──────── INFORMATION GIVEN

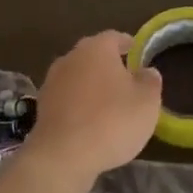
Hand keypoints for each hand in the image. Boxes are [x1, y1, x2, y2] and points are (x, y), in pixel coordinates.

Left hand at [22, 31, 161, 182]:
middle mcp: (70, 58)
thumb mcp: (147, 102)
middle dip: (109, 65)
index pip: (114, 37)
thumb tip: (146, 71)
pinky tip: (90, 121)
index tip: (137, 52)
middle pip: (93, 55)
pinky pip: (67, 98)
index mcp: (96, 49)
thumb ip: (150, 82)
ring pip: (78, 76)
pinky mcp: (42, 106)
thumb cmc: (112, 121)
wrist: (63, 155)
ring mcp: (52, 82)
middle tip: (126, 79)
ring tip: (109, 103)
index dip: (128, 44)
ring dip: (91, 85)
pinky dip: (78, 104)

────────────────
──────── INFORMATION GIVEN

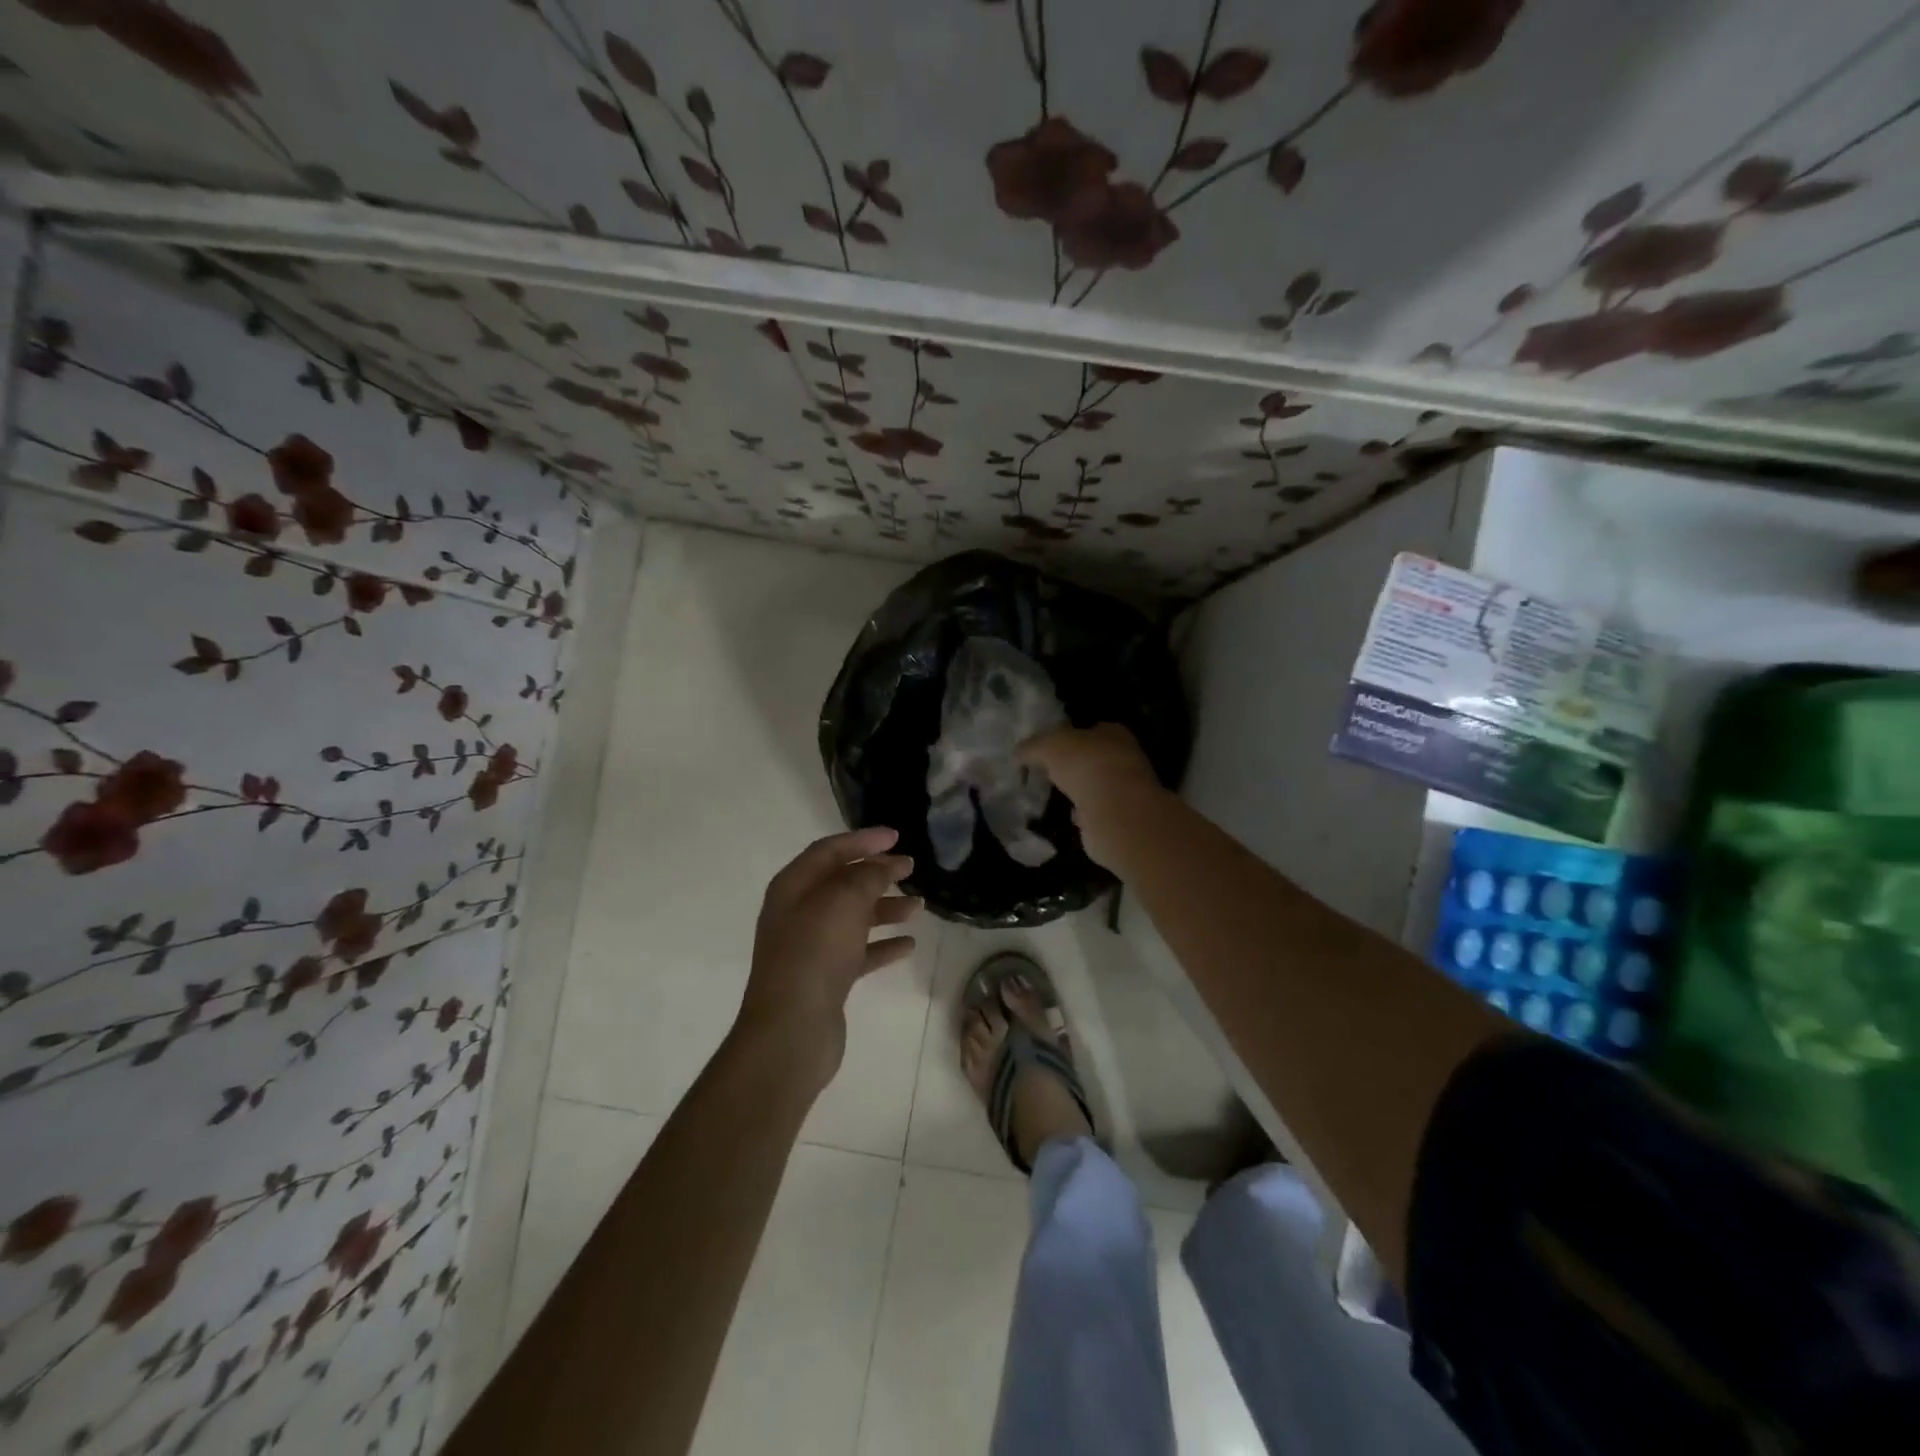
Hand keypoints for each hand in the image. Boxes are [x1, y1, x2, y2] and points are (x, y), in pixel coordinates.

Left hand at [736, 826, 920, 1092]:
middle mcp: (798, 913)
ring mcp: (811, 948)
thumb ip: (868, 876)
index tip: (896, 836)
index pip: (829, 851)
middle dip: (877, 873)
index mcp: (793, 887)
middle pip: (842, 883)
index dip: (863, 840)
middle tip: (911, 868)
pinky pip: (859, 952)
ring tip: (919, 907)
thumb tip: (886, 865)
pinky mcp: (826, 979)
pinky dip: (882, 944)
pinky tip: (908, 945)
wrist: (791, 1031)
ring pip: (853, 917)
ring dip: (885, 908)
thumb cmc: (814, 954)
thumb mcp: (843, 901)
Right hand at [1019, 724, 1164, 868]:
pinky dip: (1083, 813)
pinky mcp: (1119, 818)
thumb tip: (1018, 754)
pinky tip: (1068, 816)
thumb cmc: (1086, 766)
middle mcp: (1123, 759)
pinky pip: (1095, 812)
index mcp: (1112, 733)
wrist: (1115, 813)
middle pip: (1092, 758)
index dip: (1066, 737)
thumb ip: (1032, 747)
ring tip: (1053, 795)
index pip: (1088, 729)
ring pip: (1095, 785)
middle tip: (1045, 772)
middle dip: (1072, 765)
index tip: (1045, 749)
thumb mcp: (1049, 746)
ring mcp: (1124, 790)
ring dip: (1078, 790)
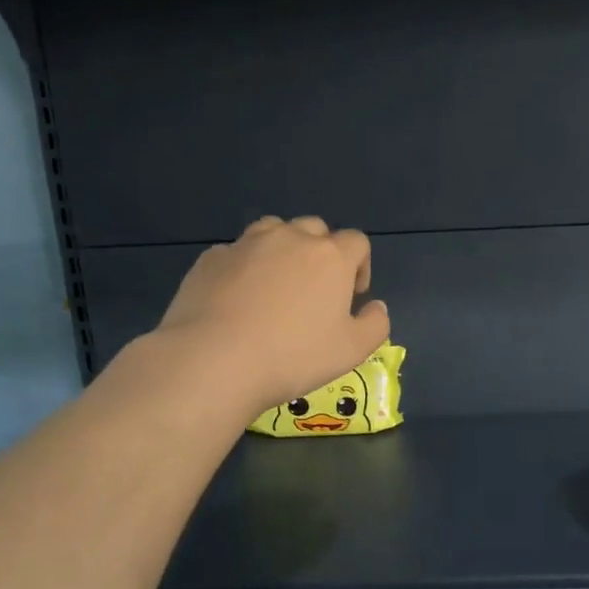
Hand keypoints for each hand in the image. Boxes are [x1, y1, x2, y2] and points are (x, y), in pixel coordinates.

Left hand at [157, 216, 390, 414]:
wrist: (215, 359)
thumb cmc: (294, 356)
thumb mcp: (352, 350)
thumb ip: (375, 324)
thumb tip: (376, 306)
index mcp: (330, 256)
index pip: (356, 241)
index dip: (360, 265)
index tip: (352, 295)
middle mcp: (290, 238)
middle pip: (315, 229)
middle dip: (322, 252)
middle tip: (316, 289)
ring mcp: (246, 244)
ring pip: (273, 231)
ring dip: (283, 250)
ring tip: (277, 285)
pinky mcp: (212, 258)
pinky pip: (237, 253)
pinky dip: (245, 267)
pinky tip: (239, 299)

────────────────

▶ **AIM OF THE TASK**
Every line that contains "hand" should be copied out of the data.

▶ **WRITTEN REPLY**
Hand keypoints for each hand in the image. Boxes are [x1, y1, x2, y2] and points are (x, y), in pixel coordinates.
Left hand at [22, 31, 161, 182]:
Hand keypoints for each hand in the image. Boxes are [x1, y1, x2, y2] and points are (x, y), in pixel coordinates.
Left hand at [736, 826, 920, 1092]:
Right hand at [1019, 724, 1164, 868]:
Hand keypoints for each hand in the image. Boxes are [x1, y1, x2, y2] and points are (x, y), in pixel coordinates.
Left hand at [157, 216, 390, 414]:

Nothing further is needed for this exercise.